### TO DO
Scan the records for "roads". Report each line that includes it.

SUPPLIED RECORDS Block Start

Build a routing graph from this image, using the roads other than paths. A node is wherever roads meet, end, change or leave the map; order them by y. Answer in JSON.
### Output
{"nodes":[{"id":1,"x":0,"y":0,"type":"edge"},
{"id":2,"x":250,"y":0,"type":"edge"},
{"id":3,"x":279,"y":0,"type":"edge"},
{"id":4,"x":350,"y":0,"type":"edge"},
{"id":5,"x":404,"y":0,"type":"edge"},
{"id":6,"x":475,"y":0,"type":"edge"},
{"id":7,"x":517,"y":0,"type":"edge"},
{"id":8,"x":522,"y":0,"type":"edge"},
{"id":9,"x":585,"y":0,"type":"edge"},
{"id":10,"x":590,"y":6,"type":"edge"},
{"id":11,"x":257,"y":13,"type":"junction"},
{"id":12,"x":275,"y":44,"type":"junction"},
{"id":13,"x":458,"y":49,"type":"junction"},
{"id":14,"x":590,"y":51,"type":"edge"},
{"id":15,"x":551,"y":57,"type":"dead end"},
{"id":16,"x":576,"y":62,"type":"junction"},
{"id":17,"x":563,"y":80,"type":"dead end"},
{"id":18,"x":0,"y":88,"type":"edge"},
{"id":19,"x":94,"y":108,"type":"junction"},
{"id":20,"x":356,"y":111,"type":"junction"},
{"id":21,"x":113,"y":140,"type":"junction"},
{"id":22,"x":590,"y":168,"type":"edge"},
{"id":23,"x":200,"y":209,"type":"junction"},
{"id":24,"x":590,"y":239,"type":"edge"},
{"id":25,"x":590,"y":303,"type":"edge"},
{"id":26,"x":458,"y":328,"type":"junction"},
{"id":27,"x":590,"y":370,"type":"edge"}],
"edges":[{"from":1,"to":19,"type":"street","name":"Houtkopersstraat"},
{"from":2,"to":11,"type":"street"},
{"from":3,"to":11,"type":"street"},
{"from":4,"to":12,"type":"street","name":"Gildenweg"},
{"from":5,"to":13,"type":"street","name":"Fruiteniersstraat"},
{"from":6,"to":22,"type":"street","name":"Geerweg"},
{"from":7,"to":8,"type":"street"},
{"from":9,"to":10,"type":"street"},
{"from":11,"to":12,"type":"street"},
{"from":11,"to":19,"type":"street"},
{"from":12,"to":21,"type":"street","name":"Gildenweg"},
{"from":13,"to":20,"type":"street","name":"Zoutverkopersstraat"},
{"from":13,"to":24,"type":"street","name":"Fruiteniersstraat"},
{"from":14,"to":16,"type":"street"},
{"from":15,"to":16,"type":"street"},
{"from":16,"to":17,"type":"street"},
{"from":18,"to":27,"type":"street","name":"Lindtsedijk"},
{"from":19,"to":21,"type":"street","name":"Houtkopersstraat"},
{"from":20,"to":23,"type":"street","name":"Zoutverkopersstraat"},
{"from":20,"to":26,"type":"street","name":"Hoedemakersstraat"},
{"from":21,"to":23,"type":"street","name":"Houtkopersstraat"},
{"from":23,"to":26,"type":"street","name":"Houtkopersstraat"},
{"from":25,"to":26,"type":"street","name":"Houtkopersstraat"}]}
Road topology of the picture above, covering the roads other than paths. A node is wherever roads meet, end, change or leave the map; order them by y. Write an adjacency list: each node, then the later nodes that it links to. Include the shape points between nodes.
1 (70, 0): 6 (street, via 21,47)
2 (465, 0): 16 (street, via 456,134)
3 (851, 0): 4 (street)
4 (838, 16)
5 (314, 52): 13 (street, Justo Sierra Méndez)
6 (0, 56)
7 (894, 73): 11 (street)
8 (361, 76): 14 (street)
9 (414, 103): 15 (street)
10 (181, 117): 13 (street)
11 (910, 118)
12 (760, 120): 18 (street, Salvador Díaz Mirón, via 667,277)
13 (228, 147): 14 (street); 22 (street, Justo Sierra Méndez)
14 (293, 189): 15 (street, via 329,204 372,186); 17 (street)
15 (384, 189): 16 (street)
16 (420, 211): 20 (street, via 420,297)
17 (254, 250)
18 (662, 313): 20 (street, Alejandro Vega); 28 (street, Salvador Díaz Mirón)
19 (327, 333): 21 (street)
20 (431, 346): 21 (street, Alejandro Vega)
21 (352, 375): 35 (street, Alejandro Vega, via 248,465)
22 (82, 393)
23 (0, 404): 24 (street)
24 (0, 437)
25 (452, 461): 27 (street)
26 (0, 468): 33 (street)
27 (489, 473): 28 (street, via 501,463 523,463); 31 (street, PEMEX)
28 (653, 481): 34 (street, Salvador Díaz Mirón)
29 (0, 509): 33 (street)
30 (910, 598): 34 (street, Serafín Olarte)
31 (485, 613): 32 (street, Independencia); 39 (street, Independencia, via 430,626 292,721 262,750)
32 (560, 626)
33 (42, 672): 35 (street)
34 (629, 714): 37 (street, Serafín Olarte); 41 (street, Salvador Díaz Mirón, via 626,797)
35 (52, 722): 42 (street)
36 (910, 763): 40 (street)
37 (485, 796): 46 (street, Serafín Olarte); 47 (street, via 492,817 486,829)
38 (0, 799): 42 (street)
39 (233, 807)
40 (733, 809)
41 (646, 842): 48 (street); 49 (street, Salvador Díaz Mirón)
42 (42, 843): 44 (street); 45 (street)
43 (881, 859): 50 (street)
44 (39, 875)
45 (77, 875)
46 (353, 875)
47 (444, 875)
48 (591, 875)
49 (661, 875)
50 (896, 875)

SUPPLIED RECORDS Block End

### EXERCISE RESPONSE
Build a routing graph from this image, using the roads other than paths. A node is wherever roads meet, end, change or leave the map; order them by y. Answer in JSON.
Road topology of the picture above, covering the roads other than paths. A node is wherever roads meet, end, change or leave the map; order them by y. Write an adjacency list: each node, then the later nodes that it links to. Include the shape points between nodes.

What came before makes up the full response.